Alternately you could use a subquery (in Neo4j 4.1) to contain the UNWIND and subsequent operations, though you'll still need to use an aggregation at the end to prevent increasing row cardinality. The advantage there is that the aggregation is constrained by the subquery, and doesn't have to operate across all rows of the query.

Many thanks for your explanation, but my question was about syntax: may I use two unwind. If I use two unwinds, the first unwind wrap the second. How can I separate two unwinds in one query?

I solved the problem the same:

query1 = """
        CREATE .....

        ....
### !!!The first unwind!!!  ###
        WITH $array AS array
            UNWIND array AS item
                MATCH (n1:NodeType1)
                WHERE n.prop1=item.prop1 AND n.prop2=item.prop2
                MATCH (n2:NodeType2)
                WHERE n.prop1=item.prop1 AND n.prop2=item.prop2
                MERGE (n1)-[:UNLOCK]->(n2)
        """
### !!! The second unwind !!! ###
    query2 = """
         WITH $array2 AS array2
            UNWIND array2 AS item
                MATCH (n1:NodeType1)
                WHERE n.prop1=item.prop1 AND n.prop2=item.prop2
                MATCH (n2:NodeType2)
                WHERE n.prop1=item.prop1 AND n.prop2=item.prop2
                MERGE (n1)-[:UNLOCK]->(n2)"""
    try:
        tx.run(query1, **params)
        tx.run(query2, **params)
        logger.info(f"Success")
    except ConstraintError as e:
        logger.info(f"Is already exists")
        tx.rollback()
        tx.close()
    except Exception as e:
        logger.exception("Transaction was failure")

You can use as many UNWINDs as you want freely, but again be aware that this isn't an iteration structure (there is no wrapping or anything going on), this is just a consequence of the way Cypher behaves: operations execute per row.
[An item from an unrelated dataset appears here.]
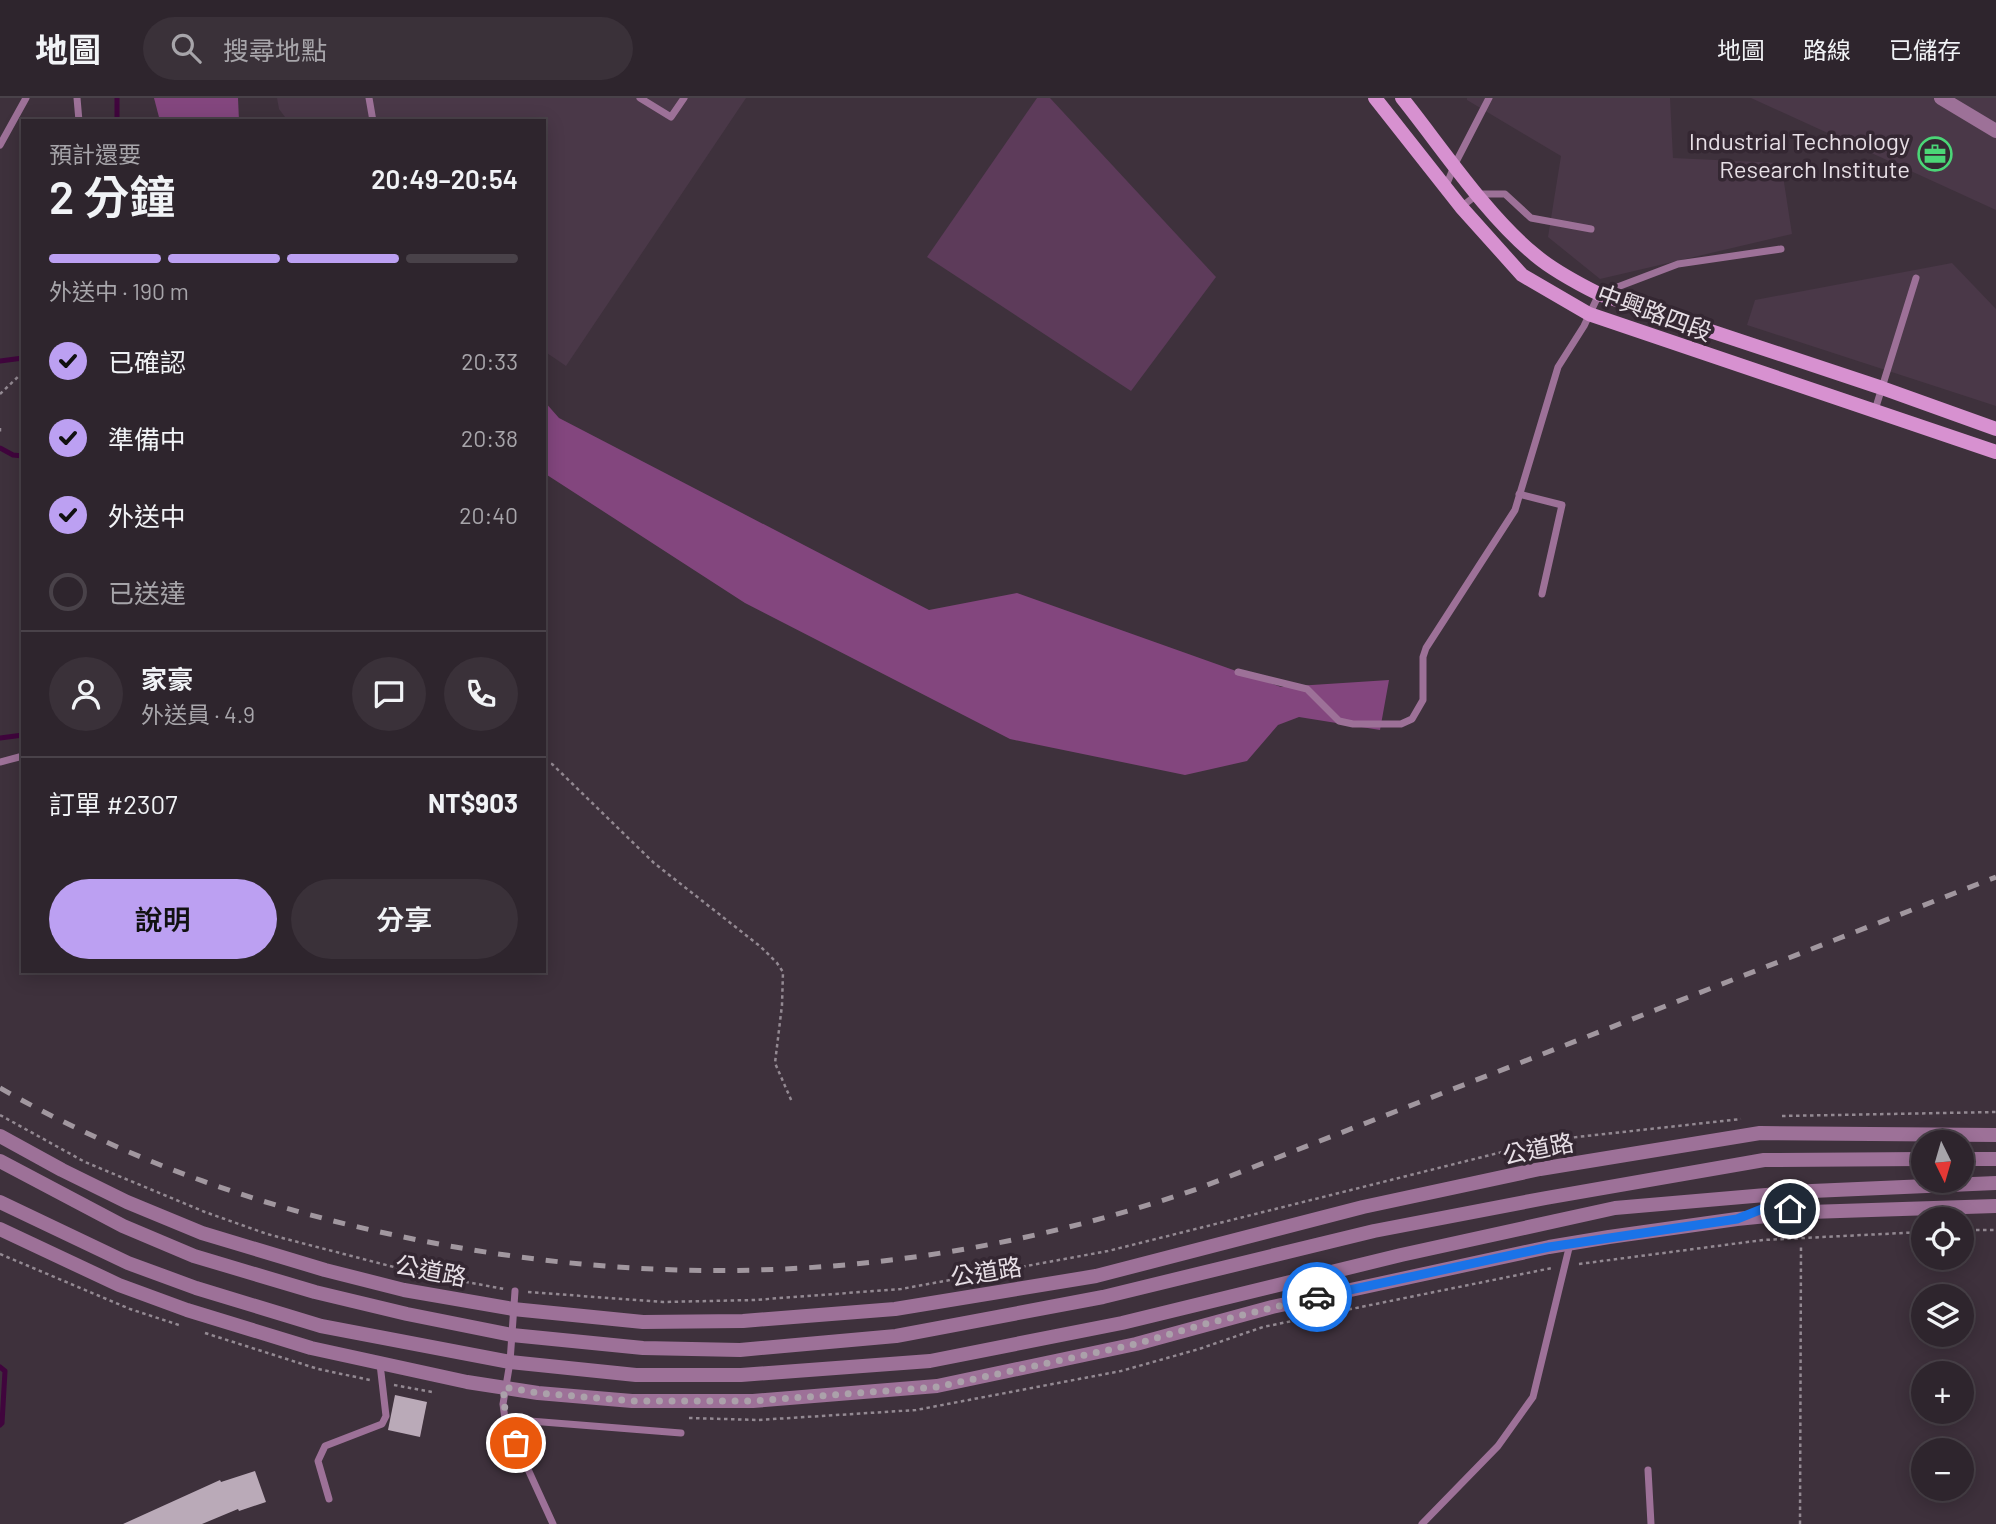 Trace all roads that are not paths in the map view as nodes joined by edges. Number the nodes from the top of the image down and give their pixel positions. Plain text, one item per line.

UNWIND is just the opposite of a collect(), it takes every element in a list and outputs a row for it. It expands the row cardinality of the query (if you had 5 rows with lists of 4 each, then you would have 20 rows after the UNWIND, since the sizes of the list multiply times to the row).

What you're looking for is how to shrink the cardinality back after the UNWIND, and you can do this with either aggregations or usage of DISTINCT, depending on which variables you're using in your WITH clause.

If you were trying to combine these two queries into 1, for example, after the operations following the UNWIND of array, you could use this in between to reset cardinality:

WITH DISTINCT $array2 as array2 // there is only one distinct list, so rows reset to 1

or

WITH count(*) as ignored // resets rows to 1
WITH $array2 as array2

or similar.

If you're using a Neo4j verison >= 4.1.x, then you can use subqueries to isolate these, but you will still need to aggregate in some way before the return of the subquery, such as returning count(*) or something to reset rows to 1.

I try to use FOREACH too solve my problem, but I have an error: {code: Neo.ClientError.Statement.SyntaxError} {message: Invalid use of MATCH inside FOREACH (line 23, column 17 (offset: 765)) " MATCH (o:Output)

@andrew_bowman How can I use MATCH in FOREACH?

PS: I choiced UNWIND for my query, because UNWIND allows to use a side effect

FOREACH can't be used here because only updating clauses are allowed (so MATCH can't be used). You could use subqueries, but you'd have to still use the techniques I mentioned earlier to reset row cardinality near the end of the subquery.